Entries supplied section start

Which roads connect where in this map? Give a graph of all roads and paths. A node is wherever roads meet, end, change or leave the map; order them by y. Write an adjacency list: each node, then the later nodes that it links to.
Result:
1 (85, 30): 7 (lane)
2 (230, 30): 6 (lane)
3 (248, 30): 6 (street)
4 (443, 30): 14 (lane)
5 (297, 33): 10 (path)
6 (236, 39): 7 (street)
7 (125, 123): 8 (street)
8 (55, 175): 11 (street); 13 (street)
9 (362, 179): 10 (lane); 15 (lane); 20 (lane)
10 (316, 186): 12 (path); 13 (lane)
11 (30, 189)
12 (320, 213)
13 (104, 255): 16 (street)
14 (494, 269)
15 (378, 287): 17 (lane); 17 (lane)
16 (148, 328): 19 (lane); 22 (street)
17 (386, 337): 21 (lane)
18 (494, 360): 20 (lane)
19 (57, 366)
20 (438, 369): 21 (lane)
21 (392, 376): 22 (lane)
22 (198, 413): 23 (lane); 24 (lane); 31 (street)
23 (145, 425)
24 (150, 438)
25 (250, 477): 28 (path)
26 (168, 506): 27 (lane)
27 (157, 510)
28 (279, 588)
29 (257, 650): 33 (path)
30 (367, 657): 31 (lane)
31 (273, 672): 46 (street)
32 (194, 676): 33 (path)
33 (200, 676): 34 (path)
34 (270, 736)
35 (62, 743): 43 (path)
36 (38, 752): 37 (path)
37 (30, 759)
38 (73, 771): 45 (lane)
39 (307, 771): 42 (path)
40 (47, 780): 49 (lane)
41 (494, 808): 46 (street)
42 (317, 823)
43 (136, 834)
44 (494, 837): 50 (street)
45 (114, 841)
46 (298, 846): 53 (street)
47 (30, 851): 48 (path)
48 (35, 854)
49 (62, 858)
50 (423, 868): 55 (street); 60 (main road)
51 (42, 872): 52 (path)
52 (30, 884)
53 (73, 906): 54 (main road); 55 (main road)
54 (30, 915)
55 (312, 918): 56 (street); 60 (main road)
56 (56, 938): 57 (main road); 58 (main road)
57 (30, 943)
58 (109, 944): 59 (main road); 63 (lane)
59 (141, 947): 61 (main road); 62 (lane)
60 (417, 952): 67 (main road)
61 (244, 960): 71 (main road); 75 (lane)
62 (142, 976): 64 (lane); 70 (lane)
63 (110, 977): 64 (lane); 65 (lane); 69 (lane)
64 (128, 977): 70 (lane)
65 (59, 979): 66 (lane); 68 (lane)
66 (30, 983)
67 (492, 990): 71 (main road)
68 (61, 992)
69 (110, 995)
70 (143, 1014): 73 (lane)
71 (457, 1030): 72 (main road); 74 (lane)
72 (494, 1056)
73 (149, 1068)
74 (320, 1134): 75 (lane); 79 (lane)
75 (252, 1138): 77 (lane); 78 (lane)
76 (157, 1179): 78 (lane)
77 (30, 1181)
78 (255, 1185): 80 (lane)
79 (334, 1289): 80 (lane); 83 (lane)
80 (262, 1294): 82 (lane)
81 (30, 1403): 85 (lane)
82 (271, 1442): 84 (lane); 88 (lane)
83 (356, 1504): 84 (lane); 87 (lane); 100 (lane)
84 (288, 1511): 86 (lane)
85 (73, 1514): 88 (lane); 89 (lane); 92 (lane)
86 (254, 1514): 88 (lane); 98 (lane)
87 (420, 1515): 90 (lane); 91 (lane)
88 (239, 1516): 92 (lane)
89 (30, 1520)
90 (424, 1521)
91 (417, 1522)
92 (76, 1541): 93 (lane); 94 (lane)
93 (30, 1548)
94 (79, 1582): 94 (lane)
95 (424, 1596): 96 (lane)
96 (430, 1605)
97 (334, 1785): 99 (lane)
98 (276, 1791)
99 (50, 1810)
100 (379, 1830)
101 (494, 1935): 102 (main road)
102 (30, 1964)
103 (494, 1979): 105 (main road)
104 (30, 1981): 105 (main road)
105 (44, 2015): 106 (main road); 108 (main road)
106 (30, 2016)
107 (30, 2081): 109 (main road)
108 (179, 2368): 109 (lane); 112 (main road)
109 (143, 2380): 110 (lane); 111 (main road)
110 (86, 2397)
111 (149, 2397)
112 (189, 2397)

Entries supplied section end

Your task
Output the records exactly.

Completed task
Which roads connect where in this map? Give a graph of all roads and paths. A node is wherever roads meet, end, change or leave the map; order them by y. Write an adjacency list: each node, then the later nodes that it links to.
Result:
1 (85, 30): 7 (lane)
2 (230, 30): 6 (lane)
3 (248, 30): 6 (street)
4 (443, 30): 14 (lane)
5 (297, 33): 10 (path)
6 (236, 39): 7 (street)
7 (125, 123): 8 (street)
8 (55, 175): 11 (street); 13 (street)
9 (362, 179): 10 (lane); 15 (lane); 20 (lane)
10 (316, 186): 12 (path); 13 (lane)
11 (30, 189)
12 (320, 213)
13 (104, 255): 16 (street)
14 (494, 269)
15 (378, 287): 17 (lane); 17 (lane)
16 (148, 328): 19 (lane); 22 (street)
17 (386, 337): 21 (lane)
18 (494, 360): 20 (lane)
19 (57, 366)
20 (438, 369): 21 (lane)
21 (392, 376): 22 (lane)
22 (198, 413): 23 (lane); 24 (lane); 31 (street)
23 (145, 425)
24 (150, 438)
25 (250, 477): 28 (path)
26 (168, 506): 27 (lane)
27 (157, 510)
28 (279, 588)
29 (257, 650): 33 (path)
30 (367, 657): 31 (lane)
31 (273, 672): 46 (street)
32 (194, 676): 33 (path)
33 (200, 676): 34 (path)
34 (270, 736)
35 (62, 743): 43 (path)
36 (38, 752): 37 (path)
37 (30, 759)
38 (73, 771): 45 (lane)
39 (307, 771): 42 (path)
40 (47, 780): 49 (lane)
41 (494, 808): 46 (street)
42 (317, 823)
43 (136, 834)
44 (494, 837): 50 (street)
45 (114, 841)
46 (298, 846): 53 (street)
47 (30, 851): 48 (path)
48 (35, 854)
49 (62, 858)
50 (423, 868): 55 (street); 60 (main road)
51 (42, 872): 52 (path)
52 (30, 884)
53 (73, 906): 54 (main road); 55 (main road)
54 (30, 915)
55 (312, 918): 56 (street); 60 (main road)
56 (56, 938): 57 (main road); 58 (main road)
57 (30, 943)
58 (109, 944): 59 (main road); 63 (lane)
59 (141, 947): 61 (main road); 62 (lane)
60 (417, 952): 67 (main road)
61 (244, 960): 71 (main road); 75 (lane)
62 (142, 976): 64 (lane); 70 (lane)
63 (110, 977): 64 (lane); 65 (lane); 69 (lane)
64 (128, 977): 70 (lane)
65 (59, 979): 66 (lane); 68 (lane)
66 (30, 983)
67 (492, 990): 71 (main road)
68 (61, 992)
69 (110, 995)
70 (143, 1014): 73 (lane)
71 (457, 1030): 72 (main road); 74 (lane)
72 (494, 1056)
73 (149, 1068)
74 (320, 1134): 75 (lane); 79 (lane)
75 (252, 1138): 77 (lane); 78 (lane)
76 (157, 1179): 78 (lane)
77 (30, 1181)
78 (255, 1185): 80 (lane)
79 (334, 1289): 80 (lane); 83 (lane)
80 (262, 1294): 82 (lane)
81 (30, 1403): 85 (lane)
82 (271, 1442): 84 (lane); 88 (lane)
83 (356, 1504): 84 (lane); 87 (lane); 100 (lane)
84 (288, 1511): 86 (lane)
85 (73, 1514): 88 (lane); 89 (lane); 92 (lane)
86 (254, 1514): 88 (lane); 98 (lane)
87 (420, 1515): 90 (lane); 91 (lane)
88 (239, 1516): 92 (lane)
89 (30, 1520)
90 (424, 1521)
91 (417, 1522)
92 (76, 1541): 93 (lane); 94 (lane)
93 (30, 1548)
94 (79, 1582): 94 (lane)
95 (424, 1596): 96 (lane)
96 (430, 1605)
97 (334, 1785): 99 (lane)
98 (276, 1791)
99 (50, 1810)
100 (379, 1830)
101 (494, 1935): 102 (main road)
102 (30, 1964)
103 (494, 1979): 105 (main road)
104 (30, 1981): 105 (main road)
105 (44, 2015): 106 (main road); 108 (main road)
106 (30, 2016)
107 (30, 2081): 109 (main road)
108 (179, 2368): 109 (lane); 112 (main road)
109 (143, 2380): 110 (lane); 111 (main road)
110 (86, 2397)
111 (149, 2397)
112 (189, 2397)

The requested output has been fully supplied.